Neat looking things, thought of them a few times, but haven't taken the plunge as I don't have room for big tanks now, jsut lots of small ones all over the place. lol.


----------



## Ryan.Wilton (Dec 12, 2012)

I've never kept them, but I've always wanted to and I did loads of research on them years ago.

Axolotls are a larvae of Salamanders. Their tank set up should be pure water if you want to keep them this way. You can set up a half filled tank with land space and you may witness metamorphosis, but this isn't guaranteed. It's really the Axolotls choice lol. They're bottom feeders and opportunistic predators so they will eat any fish small enough to fit in their mouths, they'll also eat large sinking pellets.

They can be kept together providing they're close to the same size. If one is bigger it WILL eat the small one. For this reason I'd say separate aquariums. At least 10 gallons each, preferably a 20 gallon long for each one of them. As for tank mates, your best bet would be Red Rosy Minnows they're faster than your average feeder goldfish so they'll last a bit longer, but you will need to refill the tank with them every so often lol

As far as foreseeable problems, getting a hold of Axolotls isn't as easy as it used to be, as well they were pricy when they were easier to get, now that they're rare I'd bet they're pricier.


----------



## Zidartha (Nov 16, 2012)

Ryan.Wilton said:


> As far as foreseeable problems, getting a hold of Axolotls isn't as easy as it used to be, as well they were pricy when they were easier to get, now that they're rare I'd bet they're pricier.
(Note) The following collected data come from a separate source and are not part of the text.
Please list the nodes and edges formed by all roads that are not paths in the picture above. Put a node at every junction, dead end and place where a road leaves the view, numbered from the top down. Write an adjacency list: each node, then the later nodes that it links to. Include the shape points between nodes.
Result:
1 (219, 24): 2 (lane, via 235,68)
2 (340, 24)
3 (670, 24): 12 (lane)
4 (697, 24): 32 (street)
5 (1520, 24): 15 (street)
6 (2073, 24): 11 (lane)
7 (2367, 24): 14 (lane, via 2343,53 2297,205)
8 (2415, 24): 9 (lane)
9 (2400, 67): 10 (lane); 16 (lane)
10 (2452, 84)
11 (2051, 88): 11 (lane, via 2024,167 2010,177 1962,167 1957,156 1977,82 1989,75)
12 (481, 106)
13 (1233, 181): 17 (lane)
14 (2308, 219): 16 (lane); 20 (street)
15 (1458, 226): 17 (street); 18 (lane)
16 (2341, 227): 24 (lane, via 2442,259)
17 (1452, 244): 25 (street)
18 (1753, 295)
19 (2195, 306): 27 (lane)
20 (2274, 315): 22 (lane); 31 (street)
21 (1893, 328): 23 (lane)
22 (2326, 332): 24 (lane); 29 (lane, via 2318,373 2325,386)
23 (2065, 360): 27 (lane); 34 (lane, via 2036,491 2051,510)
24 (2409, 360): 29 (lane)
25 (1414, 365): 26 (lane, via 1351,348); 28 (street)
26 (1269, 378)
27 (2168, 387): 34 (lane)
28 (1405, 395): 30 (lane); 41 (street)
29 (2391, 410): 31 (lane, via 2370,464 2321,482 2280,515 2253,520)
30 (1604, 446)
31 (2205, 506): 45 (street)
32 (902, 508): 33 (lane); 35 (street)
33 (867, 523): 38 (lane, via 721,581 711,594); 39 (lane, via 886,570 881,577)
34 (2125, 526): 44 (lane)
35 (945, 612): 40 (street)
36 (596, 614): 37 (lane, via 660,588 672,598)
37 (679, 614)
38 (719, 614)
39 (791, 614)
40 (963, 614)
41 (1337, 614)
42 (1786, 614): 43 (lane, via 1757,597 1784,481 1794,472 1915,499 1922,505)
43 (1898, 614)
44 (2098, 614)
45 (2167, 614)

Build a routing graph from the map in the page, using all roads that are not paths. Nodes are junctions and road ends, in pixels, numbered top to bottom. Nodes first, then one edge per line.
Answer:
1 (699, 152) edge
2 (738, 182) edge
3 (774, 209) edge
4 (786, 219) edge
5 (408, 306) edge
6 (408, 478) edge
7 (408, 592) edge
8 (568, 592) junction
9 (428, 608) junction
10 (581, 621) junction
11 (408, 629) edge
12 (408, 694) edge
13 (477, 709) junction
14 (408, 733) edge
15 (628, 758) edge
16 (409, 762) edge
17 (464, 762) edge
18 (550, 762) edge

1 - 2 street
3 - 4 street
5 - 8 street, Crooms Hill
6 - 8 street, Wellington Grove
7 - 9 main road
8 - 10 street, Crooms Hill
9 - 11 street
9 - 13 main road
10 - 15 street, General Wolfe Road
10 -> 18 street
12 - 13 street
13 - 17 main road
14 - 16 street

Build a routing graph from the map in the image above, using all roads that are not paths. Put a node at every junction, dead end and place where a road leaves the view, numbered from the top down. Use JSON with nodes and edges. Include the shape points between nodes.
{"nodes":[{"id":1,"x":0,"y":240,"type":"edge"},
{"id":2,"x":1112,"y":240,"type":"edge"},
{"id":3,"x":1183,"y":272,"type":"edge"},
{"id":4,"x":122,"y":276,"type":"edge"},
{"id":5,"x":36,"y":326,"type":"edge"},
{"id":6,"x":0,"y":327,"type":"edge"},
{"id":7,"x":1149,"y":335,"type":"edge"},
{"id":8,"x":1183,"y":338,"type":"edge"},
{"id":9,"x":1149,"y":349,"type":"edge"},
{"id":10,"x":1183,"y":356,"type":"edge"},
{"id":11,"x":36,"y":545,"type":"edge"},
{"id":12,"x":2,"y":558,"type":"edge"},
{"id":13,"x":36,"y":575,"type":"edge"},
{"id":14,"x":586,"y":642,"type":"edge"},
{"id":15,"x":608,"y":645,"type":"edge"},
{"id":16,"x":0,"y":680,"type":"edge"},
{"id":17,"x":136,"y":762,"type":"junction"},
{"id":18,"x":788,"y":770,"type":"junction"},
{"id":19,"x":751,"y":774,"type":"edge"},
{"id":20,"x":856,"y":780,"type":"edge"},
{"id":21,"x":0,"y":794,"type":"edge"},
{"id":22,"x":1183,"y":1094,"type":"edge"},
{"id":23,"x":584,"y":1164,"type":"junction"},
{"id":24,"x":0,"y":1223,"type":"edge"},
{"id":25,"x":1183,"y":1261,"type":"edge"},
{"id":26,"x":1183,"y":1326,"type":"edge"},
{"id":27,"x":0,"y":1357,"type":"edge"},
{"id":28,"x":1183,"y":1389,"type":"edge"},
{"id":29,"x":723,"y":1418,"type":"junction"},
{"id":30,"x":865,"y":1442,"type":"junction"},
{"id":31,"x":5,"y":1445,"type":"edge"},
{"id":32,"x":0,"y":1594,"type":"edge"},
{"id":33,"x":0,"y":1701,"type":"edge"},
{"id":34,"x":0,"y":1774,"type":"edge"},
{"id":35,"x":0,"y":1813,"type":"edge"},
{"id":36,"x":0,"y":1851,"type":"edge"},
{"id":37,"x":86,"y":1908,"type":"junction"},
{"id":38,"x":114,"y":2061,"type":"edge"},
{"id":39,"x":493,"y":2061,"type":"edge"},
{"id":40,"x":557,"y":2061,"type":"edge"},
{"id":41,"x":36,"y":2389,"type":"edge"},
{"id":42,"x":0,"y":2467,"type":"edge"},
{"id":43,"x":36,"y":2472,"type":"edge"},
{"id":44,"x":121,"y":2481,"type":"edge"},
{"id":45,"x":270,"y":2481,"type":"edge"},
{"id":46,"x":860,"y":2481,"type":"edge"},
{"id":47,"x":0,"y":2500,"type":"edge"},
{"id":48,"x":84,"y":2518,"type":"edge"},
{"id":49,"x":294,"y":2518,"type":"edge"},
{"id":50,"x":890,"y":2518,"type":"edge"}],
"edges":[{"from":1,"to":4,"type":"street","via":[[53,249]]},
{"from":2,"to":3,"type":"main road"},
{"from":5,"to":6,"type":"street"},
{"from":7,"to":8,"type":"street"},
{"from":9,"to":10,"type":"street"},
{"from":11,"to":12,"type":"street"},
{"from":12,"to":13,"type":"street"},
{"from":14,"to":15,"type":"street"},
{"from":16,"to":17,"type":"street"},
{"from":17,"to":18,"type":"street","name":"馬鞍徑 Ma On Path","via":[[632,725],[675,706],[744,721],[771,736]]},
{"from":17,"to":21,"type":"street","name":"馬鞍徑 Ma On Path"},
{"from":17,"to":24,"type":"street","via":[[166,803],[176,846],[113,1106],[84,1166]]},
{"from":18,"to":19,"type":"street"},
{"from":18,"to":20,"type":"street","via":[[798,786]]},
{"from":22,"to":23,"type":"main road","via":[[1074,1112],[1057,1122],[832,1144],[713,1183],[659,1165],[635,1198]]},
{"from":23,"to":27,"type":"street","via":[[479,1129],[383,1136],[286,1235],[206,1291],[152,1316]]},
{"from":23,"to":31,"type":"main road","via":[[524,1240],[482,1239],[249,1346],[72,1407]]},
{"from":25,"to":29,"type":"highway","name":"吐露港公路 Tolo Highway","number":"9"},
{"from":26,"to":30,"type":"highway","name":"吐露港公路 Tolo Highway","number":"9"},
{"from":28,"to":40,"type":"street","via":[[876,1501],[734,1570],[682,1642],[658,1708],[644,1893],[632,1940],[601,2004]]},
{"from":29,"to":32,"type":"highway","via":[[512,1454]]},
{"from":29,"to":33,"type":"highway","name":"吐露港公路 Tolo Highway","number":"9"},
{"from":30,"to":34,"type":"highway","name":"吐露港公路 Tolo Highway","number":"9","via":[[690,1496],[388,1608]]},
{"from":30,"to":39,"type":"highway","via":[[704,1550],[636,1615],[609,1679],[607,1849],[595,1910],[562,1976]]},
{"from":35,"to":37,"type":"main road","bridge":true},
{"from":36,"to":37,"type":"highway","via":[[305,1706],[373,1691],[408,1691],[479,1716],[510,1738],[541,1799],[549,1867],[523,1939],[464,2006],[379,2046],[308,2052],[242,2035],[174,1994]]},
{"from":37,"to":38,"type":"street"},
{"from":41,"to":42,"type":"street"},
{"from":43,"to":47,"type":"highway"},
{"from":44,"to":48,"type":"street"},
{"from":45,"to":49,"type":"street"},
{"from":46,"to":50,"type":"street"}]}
Good stuff so far. Please keep it coming. Would love to hear fom someone who has had them too!

Leads in to my next set of questions. Anyone know any reputable breeders in the GTA? What is a fair price for a juvie Axolotl right now?

Thanks,
k.


----------



## Ryan.Wilton (Dec 12, 2012)

They're extremely hard to breed as far as I know. Also like I said not too many places sell them anymore. I see the odd one at BA's, try contacting their stores I know they will do special orders if they can. You will need to provide them with the latin name however.


----------



## Jackson (Jan 30, 2009)

Kijiji has a few breeders selling them


----------



## characinfan (Dec 24, 2008)

There's a guy on Craigslist who wants to trade an axolotl for a musical amp. (I posted the ad in the "Group buy and not my ad section).

They were also at Menagerie the last time I was there.

FYI, their Latin name is _Ambystoma mexicanum_.


----------



## Guest (Jan 18, 2013)

Ryan.Wilton said:


> They're extremely hard to breed as far as I know. Also like I said not too many places sell them anymore. I see the odd one at BA's, try contacting their stores I know they will do special orders if they can. You will need to provide them with the latin name however.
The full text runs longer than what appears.